Where’s the Proof? Clinical Trials and Cancer Testing
August 18, 2010 1 Comment
Numerous trials have been conducted to assess the predictive validity of the Rational Therapeutics Ex-Vivo Analysis of Programmed Cell Death (EVA-PCD®) and similar platforms. However, we (and other investigators) are sometimes dismissed for lack of data supporting the validity of our methods. Despite the unwillingness of the cooperative groups to formally test laboratory-directed therapy against standard protocol treatments, we have compiled a compelling collection of both retrospective and prospective correlative analyses that strongly support the clinical utility of these methodologies.
Two of the trials that I’ve reported prospectively compared the results of the EVA-PCD platform with objective response, time to progression and survival. The findings in breast cancer confirmed a significant correlation between drug sensitivity and progression-free survival in the evaluation of cisplatin plus gemcitabine (Nagourney et al, JCO 2000).
A second study conducted in ovarian cancer established the correlation between sensitivity and objective response, time to progression and overall survival (Nagourney et al, Gyn Onc 2003).
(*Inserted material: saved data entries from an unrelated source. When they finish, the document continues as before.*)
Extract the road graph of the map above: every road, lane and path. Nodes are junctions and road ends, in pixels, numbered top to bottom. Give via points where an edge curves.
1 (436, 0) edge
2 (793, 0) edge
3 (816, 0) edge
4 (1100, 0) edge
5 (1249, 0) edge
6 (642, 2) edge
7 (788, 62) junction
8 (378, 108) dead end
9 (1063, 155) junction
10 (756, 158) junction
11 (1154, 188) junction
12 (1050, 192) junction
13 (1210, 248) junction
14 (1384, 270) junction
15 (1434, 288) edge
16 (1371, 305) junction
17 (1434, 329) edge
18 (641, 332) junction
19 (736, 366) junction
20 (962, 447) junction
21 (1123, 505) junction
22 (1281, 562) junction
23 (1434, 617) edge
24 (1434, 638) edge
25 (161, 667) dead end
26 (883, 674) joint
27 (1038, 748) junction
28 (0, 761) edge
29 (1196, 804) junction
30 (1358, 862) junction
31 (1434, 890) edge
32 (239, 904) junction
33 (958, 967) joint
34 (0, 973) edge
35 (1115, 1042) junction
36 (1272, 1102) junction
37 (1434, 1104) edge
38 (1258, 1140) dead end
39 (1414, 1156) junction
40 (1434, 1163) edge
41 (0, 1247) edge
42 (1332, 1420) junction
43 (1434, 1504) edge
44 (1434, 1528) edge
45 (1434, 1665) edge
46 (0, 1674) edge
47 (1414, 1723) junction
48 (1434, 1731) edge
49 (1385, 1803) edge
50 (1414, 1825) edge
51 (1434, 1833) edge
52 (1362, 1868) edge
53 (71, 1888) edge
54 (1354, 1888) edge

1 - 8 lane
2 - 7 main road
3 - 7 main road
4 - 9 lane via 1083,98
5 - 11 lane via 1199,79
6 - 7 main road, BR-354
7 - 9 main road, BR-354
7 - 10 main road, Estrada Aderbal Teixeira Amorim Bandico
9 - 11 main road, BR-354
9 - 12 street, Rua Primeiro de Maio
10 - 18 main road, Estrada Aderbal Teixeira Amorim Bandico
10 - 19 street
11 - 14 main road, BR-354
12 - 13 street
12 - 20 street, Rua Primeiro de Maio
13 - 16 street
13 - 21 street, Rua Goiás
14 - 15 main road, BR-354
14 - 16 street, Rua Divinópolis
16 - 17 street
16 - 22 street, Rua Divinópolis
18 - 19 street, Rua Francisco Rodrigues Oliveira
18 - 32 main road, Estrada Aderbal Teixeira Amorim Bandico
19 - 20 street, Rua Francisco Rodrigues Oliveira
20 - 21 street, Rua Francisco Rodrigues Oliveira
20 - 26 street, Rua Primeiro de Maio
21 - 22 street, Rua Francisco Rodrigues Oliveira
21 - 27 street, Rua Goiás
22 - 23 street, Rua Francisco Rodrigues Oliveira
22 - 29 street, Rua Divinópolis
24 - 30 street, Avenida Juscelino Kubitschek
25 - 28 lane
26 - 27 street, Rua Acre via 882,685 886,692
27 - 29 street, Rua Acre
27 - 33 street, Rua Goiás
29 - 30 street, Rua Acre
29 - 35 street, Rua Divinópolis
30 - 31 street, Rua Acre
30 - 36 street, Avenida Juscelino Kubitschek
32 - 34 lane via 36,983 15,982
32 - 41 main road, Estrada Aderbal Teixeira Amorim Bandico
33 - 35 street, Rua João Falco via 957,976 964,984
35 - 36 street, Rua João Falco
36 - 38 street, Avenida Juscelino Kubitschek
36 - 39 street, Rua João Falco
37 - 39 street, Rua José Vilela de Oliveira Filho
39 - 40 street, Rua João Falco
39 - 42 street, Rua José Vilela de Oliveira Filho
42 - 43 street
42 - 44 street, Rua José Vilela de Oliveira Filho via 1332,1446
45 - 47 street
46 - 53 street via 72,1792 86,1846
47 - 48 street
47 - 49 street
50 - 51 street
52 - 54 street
More recently, a laboratory-directed protocol in NSCLC provided an objective response rate of 62 percent, statistically significantly superior to standard outcomes (p=0.003), with a median progression-free survival of 9.5 months and median overall survival of 22.3 months.
We and other investigators in the field have made it abundantly clear that we are very willing to participate in well-conducted formal studies. Amongst the organizations that have been approached to conduct such studies — NSABP, GOG, ECOG and CCG — have all been unwilling to undertake confirmatory studies. The costs of prospective clinical trials (now in the range of millions of dollars) remain a substantial hurdle for investigators in this field. Nonetheless, a fair test of these methodologies should be conducted.